Ryzthar gave him one last hard squeeze and dropped him on his side of the wall. Then he stepped back and watched as Volz Yth gasped and rolled around, pathetically low, pathetically human.

“I’m going up there now!” the king declared, pointing toward the summit. “Fux your rules, cleric!”

He began to step right over Volz Yth, but the high priest reached up with one hand and tripped the king, causing him to stumble and fall to one knee.

Ryzthar screamed and the two guards burst through the door in an instant, their eyes wide at the sight before them.
“Stand him up!” Ryzthar ordered as he slowly stood back up himself.

The guards yanked the cleric up and each held an arm. Ryzthar snarled at Volz Yth and then punched him hard in the gut. The priest doubled over in pain.

“I will go up there or you will go down. Understood?” the king seethed, gesturing toward the rocks below.
Volz Yth slowly got his breath back and tried to respond. The king waited for his answer.

“No mortal … but the high cleric … is permitted … up there,” Volz Yth huffed in between shuddered breaths. “You would curse yourself … and your realm?”

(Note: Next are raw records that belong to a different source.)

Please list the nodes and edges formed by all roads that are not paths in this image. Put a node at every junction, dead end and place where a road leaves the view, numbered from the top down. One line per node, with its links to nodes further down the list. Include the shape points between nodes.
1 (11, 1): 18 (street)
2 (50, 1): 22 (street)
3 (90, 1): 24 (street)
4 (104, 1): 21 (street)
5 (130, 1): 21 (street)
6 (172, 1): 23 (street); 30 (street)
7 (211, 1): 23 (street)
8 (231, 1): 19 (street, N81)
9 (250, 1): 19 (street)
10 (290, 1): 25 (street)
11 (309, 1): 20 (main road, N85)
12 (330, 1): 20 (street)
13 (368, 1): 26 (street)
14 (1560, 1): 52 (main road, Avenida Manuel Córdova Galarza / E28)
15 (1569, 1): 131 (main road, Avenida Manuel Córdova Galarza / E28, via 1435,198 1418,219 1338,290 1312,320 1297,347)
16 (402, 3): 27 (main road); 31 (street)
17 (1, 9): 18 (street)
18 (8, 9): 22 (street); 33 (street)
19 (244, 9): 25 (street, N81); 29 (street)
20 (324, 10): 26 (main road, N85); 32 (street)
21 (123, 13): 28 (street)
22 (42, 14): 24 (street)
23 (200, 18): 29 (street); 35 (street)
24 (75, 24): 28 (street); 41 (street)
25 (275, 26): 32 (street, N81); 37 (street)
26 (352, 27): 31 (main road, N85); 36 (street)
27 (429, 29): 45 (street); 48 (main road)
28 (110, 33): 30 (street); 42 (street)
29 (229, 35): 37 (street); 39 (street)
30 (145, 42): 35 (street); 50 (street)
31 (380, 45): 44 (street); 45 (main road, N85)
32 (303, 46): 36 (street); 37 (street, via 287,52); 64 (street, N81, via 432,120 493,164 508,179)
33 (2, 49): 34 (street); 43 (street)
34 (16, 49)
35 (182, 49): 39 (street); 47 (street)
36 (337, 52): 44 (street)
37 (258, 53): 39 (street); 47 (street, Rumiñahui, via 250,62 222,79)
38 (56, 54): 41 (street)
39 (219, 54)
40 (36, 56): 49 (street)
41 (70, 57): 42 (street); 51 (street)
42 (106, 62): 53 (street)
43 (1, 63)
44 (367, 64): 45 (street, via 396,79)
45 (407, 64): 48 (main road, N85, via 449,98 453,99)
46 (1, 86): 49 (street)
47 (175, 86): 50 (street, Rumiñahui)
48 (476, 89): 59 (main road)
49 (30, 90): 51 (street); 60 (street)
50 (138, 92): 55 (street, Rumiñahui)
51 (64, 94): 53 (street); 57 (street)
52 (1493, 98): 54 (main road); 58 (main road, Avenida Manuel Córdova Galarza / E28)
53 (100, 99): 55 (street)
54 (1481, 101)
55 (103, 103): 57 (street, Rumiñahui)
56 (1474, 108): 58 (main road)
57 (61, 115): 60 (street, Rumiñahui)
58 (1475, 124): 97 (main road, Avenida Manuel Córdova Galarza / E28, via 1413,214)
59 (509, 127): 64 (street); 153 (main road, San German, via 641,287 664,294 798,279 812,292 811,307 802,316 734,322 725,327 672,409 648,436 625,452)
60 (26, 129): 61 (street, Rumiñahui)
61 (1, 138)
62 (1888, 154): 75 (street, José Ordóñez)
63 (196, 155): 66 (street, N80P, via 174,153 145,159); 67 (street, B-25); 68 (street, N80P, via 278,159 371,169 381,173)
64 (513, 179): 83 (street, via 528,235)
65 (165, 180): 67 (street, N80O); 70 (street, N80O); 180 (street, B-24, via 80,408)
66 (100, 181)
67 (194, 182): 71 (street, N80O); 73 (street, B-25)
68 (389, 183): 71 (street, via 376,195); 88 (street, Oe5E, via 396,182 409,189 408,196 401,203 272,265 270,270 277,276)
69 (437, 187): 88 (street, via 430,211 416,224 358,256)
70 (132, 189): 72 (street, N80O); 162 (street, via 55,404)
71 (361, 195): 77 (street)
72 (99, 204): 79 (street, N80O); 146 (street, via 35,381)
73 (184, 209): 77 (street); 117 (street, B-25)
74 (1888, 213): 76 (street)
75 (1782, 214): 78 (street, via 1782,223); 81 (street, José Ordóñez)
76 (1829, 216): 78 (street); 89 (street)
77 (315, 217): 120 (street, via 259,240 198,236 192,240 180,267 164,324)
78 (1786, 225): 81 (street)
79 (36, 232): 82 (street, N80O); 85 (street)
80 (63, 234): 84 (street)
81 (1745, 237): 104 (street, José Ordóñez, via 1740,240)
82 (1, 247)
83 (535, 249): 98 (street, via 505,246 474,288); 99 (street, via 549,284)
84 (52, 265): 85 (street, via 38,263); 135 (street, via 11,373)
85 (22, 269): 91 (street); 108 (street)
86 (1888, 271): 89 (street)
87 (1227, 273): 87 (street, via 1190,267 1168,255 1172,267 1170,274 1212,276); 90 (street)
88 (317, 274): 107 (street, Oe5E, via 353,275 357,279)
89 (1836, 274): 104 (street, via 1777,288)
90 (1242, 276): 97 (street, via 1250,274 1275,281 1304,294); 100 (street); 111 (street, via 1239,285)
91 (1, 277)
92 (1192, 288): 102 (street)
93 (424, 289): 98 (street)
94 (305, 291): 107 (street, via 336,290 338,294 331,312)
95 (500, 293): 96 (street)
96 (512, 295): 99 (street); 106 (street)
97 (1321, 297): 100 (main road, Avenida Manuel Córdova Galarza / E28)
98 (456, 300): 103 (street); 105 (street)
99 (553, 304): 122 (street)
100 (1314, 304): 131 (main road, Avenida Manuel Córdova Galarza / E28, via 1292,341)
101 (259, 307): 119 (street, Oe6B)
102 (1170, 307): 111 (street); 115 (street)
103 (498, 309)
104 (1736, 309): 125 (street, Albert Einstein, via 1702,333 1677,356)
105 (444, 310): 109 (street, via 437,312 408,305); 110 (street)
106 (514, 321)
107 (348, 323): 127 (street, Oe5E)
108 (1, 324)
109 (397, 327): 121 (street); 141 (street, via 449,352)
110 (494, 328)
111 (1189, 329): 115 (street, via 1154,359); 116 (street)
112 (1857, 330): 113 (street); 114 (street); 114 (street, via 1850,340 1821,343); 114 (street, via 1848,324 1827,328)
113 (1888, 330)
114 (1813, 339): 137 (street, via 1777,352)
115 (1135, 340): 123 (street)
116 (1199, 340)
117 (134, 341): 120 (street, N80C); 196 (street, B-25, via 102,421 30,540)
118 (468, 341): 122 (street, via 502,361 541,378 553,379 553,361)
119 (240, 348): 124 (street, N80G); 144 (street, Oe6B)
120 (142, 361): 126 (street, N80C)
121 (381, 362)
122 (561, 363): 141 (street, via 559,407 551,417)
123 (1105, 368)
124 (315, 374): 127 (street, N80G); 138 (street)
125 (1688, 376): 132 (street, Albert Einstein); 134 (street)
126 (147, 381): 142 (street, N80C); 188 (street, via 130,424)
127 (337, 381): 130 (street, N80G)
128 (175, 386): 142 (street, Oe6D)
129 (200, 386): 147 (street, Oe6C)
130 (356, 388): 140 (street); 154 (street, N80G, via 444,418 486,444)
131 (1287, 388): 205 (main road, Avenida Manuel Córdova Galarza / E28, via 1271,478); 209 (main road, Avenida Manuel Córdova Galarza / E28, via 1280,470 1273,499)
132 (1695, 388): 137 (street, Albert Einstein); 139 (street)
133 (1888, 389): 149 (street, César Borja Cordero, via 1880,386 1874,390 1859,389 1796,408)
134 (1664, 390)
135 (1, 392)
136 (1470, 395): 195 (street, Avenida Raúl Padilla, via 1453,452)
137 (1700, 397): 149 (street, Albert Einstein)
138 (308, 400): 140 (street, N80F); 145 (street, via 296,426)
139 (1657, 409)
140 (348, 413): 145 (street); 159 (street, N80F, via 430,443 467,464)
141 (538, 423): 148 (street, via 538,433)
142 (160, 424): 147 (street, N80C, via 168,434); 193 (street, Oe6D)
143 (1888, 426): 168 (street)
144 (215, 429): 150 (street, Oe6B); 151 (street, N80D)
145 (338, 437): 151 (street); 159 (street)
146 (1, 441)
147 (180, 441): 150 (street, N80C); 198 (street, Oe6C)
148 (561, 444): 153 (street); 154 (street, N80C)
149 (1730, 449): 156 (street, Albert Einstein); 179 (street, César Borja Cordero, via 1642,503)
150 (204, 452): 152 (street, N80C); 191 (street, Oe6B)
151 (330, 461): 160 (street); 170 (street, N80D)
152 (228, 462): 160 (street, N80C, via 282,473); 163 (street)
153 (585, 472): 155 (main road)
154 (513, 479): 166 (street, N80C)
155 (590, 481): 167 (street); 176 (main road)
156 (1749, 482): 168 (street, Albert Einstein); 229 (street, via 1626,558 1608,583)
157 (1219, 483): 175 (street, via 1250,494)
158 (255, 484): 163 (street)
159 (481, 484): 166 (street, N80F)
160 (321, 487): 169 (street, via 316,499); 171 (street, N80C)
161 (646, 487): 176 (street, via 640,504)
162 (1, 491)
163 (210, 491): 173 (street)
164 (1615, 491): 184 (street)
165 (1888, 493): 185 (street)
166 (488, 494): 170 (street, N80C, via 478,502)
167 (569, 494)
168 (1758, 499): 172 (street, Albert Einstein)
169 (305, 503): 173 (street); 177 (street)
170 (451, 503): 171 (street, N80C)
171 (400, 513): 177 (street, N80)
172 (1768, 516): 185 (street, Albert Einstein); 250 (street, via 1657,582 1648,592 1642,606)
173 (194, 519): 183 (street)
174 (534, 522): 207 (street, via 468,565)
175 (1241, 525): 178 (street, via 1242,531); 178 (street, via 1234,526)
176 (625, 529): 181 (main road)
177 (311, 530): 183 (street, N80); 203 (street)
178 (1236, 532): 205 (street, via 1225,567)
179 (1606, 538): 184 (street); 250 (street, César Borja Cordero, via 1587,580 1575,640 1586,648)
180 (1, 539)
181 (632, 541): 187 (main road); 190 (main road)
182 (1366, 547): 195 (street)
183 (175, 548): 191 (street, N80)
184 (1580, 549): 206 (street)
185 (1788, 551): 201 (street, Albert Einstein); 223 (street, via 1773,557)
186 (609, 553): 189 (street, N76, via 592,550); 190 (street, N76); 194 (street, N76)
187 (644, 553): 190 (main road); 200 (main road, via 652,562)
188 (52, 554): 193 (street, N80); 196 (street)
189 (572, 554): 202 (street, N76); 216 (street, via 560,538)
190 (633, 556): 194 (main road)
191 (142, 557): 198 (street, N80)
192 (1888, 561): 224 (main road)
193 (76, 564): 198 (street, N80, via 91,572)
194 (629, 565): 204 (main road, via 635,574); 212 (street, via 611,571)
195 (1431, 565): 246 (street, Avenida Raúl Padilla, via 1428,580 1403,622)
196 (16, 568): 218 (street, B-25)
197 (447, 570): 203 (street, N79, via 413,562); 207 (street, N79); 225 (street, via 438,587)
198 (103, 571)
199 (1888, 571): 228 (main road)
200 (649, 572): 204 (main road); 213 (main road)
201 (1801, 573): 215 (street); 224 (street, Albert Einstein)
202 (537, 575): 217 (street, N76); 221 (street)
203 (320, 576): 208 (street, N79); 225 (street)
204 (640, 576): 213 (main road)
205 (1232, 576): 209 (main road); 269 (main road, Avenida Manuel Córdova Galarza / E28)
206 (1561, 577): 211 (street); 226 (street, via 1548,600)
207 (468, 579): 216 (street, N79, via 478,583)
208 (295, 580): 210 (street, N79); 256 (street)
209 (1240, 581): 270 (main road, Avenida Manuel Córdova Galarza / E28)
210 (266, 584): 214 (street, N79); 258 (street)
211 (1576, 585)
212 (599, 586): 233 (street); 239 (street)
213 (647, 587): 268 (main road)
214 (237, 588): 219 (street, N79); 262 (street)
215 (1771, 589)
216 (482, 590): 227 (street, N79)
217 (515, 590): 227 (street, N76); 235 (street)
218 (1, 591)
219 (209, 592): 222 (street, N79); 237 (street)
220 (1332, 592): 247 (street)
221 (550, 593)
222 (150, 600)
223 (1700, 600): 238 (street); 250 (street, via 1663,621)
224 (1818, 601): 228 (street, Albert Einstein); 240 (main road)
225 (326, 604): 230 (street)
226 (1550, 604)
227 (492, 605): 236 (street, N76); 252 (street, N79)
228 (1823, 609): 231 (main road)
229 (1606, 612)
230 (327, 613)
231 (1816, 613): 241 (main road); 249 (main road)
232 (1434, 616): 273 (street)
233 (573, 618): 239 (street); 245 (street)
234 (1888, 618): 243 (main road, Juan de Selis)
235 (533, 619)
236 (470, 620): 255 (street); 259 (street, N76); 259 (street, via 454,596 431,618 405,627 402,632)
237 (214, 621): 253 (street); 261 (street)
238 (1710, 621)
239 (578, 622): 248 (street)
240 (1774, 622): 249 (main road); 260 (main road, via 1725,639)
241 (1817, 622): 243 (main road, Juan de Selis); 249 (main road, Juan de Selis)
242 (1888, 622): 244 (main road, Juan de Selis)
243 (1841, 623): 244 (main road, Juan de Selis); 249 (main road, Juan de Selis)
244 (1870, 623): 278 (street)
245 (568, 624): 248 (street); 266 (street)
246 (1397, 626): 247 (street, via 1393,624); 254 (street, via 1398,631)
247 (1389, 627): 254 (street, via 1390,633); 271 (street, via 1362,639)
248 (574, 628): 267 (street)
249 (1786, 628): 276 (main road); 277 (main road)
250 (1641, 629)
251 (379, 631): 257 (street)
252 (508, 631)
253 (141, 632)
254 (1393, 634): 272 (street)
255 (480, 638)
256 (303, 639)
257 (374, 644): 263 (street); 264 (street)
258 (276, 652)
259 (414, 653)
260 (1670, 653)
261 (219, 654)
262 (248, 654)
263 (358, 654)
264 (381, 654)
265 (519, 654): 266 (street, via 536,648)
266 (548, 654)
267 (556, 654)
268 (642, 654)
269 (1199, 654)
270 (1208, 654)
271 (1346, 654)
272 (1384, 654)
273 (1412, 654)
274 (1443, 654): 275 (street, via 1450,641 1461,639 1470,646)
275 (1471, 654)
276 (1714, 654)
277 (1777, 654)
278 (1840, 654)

The king laughed and spat at his feet.

“I am already fuxing cursed! The gods bewitched me into falling for Ola, only to have two more daughters and still no male heir! Brinsma has haunted me since the night I had her stoned to death, and now her daughter uses sorcery to escape you and your feeble order of wisdom-less priests. You are no mystical high seer! You are low and unfit to return to the Temple of the Nine. Eight seers are already with Arus. Might as well make it a full set and start over. I wash my hands of his kind, guards. Throw him over the wall!”

Volz Yth hissed and struggled like a cornered animal, but the guards made short work of heaving him off the balcony. The soldiers then stepped aside as Ryzthar surged forward and leaned over the wall to have a look.

The high cleric’s death scream echoed off the rocks long after his face smashed into them.